John Muckler, a man credited with playing a significant role in the success of the Edmonton Oilers dynasty, has passed away at the age of 86.
In a press release late Monday, a spokesperson for The Oilers Entertainment Group (OEG) offered condolences to Muckler’s wife Audrey and his family on the man they called a “dear friend of the organization.”
Muckler first joined the Oilers organization as an assistant coach in 1981 after 20 years working with teams like the Vancouver Canucks, the New York Rangers and the Minnesota North Stars.
The club spoke of how respected and celebrated Muckler was by generations of players and fellow executives.
In a statement shared by the OEG, one of the greatest players of all time, Wayne Gretzky was clear that Muckler was instrumental in the success of the Oilers in the 1980s, the time Gretzky was a part of the club.
“When you have 22 pretty good hockey players and have enjoyed some success, it’s hard to imagine the addition of an assistant coach would be the final piece to getting the Edmonton Oilers to the top of the mountain, but that’s exactly what happened when John joined the team,” Gretzky said
“He was tough, strict, but most importantly fair, and he helped lay the groundwork to make our team more accountable to each other.”
This is a sentiment also shared by OEG.
“Muckler was a key architect, along with Glen Sather and Ted Green, in helping to develop one of hockey’s most celebrated professional sports dynasties in professional sports history.”
Originally from Midland, Ont., Muckler won his first Stanley Cup as an assistant coach with the Oilers in 1984. He held that position as the team won again in 1985. Shortly after, Muckler was promoted to assistant head coach under Sather and the team went on to win two more Stanley Cups in 1987 and ’88.
The following year, Muckler took over as head coach for the team and one year later led the club to their fifth NHL title in seven years in 1990.
After two successful seasons as head coach for the Oilers (75-65-20), Muckler moved to Buffalo to take over as that team’s director of hockey operations.
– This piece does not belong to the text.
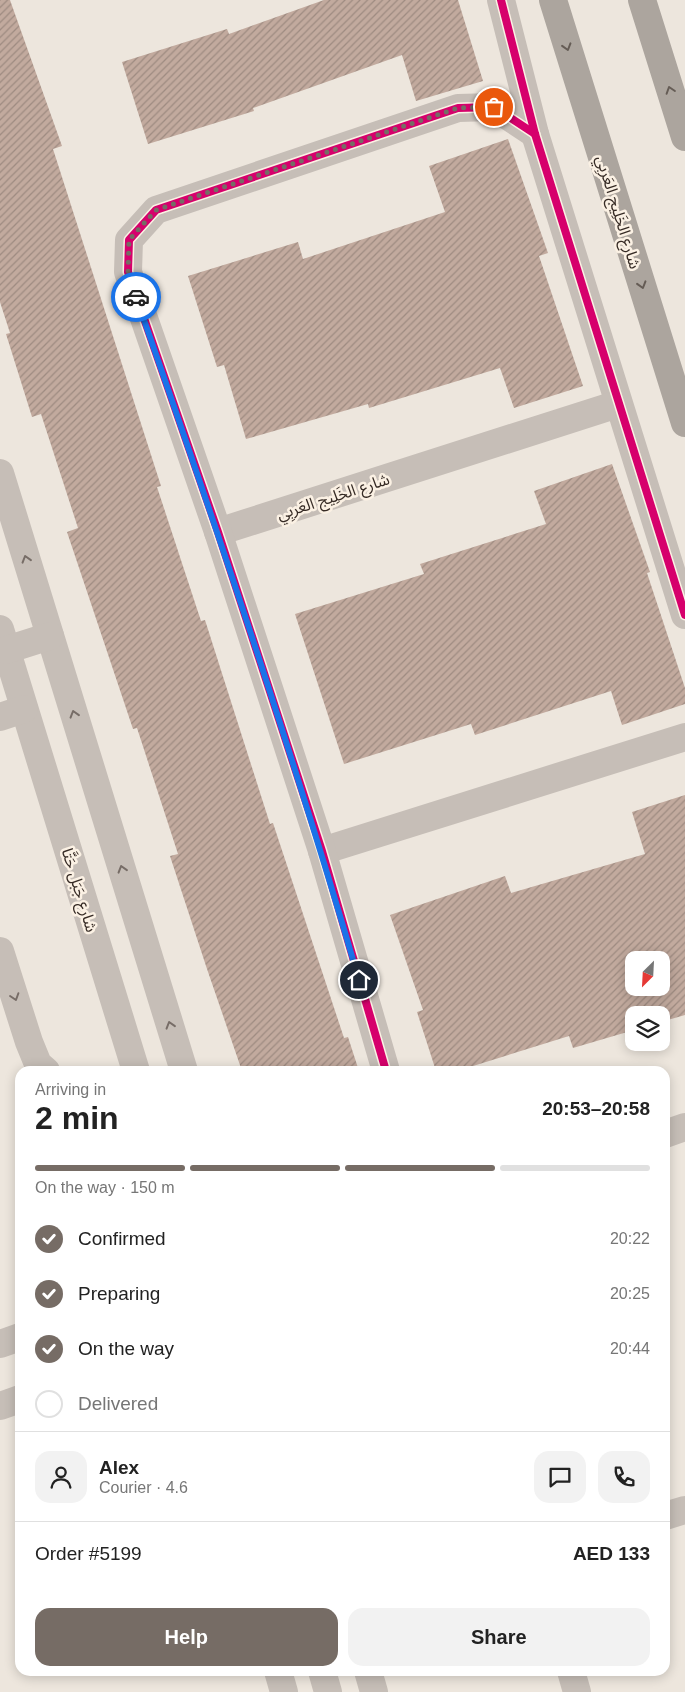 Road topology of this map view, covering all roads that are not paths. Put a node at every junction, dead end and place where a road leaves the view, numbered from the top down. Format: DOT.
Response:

Throughout his tenure with the Sabres, Muckler ended up on the bench off and on over four seasons where he compiled a record of 125-109-34 over 268 games.
Muckler took a year off coaching but ended up behind the bench again in 1997 when he was hired on as head coach for the New York Rangers. Over the next three years, Muckler added another 70 games to the win column to put his all-time win total to 276 over 648 games.
In 2001 Muckler joined the Ottawa Senators as general manager and helped propel that team to its most successful period since rejoining the league as an expansion team in 1992.
Over the next six seasons, the Sens grew into an Eastern Conference powerhouse and made it to the Stanley Cup Finals in 2007, when they lost to the Anaheim Mighty Ducks.
Muckler ended his NHL career with Phoenix where he served as the Coyotes’ senior advisor in 2008.
Prior to his coaching and managerial career, Muckler played in the Eastern Conference League for 13 years where he was described as “a rugged defenceman.”
Muckler spent five decades in the NHL as a part of more than 2,000 games.
He also served as a coach for three NHL All-Star Games as well as coached Team Canada’s 1984 and 1987 Canada Cup-winning teams, according to OEG.
Beyond his hockey knowledge, Muckler was widely recognized as a great person.
Gretzky spoke of how Muckler was a wonderful family man and a great friend.
“He personally took my career to another level. And I will always cherish the hours we talked, from breaking down defences to raising a family.”